**WHAT NEEDS TO BE DONE:** Collect all lines from the listing that include the string "them".

[Start of section]

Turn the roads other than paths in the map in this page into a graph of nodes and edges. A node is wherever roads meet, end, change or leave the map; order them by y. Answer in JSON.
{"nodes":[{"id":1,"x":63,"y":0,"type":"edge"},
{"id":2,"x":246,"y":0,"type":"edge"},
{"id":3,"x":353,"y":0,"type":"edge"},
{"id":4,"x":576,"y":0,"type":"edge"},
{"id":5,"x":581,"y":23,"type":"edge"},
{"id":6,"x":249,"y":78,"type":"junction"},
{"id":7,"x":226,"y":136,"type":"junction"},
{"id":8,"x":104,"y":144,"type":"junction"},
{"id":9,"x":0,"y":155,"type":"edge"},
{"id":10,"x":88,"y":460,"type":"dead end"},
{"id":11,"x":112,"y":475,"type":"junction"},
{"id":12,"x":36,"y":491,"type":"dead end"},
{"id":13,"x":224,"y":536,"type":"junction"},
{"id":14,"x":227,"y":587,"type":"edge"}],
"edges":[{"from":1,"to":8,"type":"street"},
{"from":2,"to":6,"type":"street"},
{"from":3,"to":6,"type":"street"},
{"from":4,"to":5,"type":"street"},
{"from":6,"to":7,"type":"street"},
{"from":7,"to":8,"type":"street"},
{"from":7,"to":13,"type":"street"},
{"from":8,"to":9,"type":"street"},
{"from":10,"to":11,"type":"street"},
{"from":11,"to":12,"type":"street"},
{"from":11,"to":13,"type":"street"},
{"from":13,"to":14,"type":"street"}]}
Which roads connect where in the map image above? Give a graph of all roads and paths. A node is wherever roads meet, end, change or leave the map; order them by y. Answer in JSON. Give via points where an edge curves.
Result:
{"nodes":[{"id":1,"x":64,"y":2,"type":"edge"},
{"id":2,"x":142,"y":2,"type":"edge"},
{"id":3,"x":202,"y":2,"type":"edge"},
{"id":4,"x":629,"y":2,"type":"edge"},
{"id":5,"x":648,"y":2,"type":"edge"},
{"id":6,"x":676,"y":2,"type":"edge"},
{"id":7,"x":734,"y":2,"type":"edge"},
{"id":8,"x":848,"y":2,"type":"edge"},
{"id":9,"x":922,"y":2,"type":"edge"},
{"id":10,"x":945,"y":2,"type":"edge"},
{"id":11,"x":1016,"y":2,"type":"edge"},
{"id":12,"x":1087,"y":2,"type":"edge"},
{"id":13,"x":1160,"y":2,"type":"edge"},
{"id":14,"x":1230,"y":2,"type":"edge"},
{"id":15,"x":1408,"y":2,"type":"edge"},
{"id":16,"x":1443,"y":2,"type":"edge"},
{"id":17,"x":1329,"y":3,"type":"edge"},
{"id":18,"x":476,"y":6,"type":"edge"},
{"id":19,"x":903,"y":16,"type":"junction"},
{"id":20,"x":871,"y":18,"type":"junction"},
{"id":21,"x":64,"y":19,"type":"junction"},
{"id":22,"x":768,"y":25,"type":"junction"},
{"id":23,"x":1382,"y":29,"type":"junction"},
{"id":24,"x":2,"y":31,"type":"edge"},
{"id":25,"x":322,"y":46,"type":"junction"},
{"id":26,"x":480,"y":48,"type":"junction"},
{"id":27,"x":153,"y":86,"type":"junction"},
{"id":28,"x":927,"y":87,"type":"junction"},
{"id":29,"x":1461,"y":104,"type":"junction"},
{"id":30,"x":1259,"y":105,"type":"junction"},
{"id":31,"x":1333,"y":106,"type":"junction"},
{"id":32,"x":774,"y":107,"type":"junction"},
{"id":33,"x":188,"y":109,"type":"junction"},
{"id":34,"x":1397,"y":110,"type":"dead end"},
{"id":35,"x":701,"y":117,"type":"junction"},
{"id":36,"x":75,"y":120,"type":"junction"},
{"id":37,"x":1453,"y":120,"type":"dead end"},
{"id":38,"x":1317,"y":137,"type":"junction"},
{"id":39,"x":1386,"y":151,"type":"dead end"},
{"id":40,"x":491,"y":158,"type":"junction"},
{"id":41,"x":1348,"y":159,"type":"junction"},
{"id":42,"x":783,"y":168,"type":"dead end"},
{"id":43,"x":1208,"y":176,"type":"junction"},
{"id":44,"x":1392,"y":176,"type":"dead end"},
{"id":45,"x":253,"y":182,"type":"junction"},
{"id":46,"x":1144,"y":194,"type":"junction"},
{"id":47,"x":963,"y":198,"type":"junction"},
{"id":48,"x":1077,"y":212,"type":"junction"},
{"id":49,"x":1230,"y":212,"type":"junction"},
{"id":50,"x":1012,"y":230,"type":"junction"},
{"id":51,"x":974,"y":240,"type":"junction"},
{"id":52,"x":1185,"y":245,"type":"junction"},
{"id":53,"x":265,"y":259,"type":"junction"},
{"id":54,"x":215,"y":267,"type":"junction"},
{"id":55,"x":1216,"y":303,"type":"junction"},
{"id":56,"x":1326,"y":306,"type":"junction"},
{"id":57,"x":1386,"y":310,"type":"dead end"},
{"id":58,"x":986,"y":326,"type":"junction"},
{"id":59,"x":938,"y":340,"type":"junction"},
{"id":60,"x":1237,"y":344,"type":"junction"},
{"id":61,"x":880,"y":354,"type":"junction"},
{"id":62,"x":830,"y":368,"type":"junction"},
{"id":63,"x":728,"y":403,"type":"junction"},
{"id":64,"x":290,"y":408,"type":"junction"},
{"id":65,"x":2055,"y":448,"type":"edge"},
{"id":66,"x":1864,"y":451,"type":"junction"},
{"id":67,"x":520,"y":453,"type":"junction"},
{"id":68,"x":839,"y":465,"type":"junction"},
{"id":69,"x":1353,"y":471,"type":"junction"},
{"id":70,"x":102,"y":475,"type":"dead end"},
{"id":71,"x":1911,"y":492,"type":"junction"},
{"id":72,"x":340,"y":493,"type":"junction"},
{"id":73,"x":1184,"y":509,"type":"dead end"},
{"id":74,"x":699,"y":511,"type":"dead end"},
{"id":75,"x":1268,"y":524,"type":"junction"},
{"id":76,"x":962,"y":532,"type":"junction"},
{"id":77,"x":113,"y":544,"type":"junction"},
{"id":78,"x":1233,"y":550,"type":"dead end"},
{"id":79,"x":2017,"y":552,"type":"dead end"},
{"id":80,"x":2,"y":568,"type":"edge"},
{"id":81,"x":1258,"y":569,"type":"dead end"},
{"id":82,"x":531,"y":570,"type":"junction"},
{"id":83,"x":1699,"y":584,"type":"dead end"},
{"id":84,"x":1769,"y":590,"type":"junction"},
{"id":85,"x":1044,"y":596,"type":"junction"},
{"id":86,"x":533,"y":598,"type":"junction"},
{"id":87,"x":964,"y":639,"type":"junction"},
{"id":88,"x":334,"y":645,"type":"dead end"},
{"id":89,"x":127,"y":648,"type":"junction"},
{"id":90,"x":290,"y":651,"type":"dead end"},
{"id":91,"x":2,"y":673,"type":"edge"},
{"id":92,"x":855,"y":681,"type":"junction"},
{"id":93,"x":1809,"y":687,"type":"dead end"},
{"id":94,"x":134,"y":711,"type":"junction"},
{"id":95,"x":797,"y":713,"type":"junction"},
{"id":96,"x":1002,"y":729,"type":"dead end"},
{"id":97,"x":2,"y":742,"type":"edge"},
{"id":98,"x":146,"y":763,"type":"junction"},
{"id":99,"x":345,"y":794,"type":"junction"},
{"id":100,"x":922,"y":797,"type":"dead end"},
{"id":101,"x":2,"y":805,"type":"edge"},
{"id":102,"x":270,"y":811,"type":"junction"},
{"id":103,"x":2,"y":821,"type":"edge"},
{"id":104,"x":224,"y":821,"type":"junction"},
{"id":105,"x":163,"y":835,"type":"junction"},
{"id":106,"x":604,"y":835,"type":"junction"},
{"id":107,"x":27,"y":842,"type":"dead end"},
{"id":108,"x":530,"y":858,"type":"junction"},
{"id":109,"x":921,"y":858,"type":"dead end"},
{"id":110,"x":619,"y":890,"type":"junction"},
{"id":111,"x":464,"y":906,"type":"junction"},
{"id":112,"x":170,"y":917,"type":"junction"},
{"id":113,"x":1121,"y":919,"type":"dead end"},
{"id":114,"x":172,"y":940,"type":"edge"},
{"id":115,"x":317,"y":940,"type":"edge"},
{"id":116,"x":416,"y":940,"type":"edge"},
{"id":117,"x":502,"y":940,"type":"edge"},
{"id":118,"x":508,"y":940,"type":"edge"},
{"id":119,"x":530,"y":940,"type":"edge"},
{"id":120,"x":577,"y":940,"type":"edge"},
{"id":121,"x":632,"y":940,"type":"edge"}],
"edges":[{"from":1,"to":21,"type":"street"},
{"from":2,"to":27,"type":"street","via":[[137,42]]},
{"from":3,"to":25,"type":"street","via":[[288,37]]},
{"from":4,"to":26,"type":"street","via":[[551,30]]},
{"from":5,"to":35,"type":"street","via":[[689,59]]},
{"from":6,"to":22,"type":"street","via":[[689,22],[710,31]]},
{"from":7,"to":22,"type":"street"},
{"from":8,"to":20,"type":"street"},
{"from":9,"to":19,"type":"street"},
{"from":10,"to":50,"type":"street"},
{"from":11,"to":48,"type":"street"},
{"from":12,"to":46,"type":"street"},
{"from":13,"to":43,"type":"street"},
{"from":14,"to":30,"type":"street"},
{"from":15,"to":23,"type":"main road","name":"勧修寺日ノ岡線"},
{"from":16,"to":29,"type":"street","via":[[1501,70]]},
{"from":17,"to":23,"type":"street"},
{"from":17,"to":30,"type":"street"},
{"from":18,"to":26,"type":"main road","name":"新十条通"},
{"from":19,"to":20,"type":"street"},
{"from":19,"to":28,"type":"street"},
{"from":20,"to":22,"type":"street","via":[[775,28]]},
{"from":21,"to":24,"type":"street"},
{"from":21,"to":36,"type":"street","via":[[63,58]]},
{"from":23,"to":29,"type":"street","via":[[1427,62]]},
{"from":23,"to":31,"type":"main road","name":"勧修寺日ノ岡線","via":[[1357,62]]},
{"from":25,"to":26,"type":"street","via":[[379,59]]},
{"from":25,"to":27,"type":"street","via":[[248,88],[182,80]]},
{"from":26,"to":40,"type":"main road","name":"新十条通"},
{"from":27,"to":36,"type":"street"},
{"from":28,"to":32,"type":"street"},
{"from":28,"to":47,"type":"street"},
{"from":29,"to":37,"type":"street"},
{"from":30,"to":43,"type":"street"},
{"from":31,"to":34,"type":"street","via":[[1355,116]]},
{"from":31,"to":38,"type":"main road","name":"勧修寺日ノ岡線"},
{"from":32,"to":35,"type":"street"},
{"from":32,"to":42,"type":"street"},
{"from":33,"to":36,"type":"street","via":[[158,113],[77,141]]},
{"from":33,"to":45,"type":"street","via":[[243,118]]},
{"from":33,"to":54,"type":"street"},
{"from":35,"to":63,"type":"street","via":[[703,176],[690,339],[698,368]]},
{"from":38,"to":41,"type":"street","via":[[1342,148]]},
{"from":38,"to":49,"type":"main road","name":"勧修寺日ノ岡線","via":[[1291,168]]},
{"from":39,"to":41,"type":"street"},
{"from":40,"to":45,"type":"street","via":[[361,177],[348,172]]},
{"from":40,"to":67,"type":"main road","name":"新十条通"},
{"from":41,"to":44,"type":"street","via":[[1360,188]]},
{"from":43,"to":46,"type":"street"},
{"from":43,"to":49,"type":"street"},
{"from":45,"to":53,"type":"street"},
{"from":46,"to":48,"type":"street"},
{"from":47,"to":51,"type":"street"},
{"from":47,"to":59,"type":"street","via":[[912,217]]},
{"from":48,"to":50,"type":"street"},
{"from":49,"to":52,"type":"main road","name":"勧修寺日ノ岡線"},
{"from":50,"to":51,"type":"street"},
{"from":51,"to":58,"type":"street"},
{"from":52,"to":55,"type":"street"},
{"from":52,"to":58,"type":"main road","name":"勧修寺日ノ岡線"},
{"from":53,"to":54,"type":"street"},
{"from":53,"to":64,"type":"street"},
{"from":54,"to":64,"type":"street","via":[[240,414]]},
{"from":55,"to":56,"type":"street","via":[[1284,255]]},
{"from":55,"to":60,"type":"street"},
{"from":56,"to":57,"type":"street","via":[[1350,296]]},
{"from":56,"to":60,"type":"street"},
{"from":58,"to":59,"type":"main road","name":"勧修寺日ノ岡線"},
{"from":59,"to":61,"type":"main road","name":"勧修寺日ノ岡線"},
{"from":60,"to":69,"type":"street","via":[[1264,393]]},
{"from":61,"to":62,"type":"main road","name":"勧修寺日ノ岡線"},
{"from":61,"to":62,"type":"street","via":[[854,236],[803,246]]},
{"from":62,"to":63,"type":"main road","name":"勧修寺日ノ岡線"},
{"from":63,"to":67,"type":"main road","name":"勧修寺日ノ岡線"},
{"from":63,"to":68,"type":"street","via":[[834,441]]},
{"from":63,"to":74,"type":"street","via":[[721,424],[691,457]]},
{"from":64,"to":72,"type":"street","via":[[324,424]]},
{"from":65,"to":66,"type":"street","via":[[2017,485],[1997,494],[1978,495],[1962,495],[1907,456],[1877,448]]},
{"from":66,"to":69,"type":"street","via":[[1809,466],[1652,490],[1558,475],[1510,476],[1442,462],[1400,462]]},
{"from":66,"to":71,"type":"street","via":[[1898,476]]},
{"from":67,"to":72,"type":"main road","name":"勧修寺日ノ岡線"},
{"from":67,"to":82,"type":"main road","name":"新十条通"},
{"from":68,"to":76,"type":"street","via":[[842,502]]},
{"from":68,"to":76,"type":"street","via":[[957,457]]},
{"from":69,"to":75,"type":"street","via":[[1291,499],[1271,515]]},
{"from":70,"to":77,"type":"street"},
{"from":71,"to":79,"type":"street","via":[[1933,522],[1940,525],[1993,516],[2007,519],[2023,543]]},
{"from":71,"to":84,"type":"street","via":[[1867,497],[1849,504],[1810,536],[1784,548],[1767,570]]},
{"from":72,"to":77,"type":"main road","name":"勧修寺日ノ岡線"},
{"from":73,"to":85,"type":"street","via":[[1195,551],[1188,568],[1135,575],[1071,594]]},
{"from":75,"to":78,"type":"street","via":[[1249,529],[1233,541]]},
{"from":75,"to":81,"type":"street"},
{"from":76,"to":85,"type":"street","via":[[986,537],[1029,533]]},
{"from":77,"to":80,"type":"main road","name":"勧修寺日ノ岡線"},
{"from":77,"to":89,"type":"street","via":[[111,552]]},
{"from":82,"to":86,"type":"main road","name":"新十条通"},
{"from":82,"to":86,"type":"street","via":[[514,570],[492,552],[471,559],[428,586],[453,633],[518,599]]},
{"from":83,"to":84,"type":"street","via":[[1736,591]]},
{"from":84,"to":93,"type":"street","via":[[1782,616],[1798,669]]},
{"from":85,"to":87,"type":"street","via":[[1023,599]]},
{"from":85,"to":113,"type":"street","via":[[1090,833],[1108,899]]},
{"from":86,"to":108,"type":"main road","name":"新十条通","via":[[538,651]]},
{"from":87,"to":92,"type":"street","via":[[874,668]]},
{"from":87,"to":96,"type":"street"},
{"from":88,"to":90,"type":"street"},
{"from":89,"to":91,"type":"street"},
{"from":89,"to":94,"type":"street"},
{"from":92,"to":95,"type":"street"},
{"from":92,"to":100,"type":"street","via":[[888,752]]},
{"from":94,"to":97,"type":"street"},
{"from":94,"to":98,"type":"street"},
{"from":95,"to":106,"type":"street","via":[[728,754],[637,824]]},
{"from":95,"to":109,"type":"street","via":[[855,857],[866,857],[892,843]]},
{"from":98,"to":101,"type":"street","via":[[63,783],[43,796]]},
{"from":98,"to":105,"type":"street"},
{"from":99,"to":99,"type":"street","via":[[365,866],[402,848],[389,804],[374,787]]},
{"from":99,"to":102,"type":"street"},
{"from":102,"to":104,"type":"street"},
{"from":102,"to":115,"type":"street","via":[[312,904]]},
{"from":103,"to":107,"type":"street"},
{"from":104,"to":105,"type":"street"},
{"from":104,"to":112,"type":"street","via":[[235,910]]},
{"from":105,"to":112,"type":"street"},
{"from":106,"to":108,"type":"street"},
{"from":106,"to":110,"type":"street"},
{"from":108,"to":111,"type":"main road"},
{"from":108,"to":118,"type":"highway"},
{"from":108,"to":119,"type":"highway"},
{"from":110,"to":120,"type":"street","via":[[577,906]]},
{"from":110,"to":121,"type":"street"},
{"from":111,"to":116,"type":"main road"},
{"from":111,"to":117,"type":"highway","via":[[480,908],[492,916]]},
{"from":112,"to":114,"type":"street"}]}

[End of section]

**ANSWER TO THE PROBLEM:**
Turn the roads other than paths in the map in this page into a graph of nodes and edges. A node is wherever roads meet, end, change or leave the map; order them by y. Answer in JSON.
Which roads connect where in the map image above? Give a graph of all roads and paths. A node is wherever roads meet, end, change or leave the map; order them by y. Answer in JSON. Give via points where an edge curves.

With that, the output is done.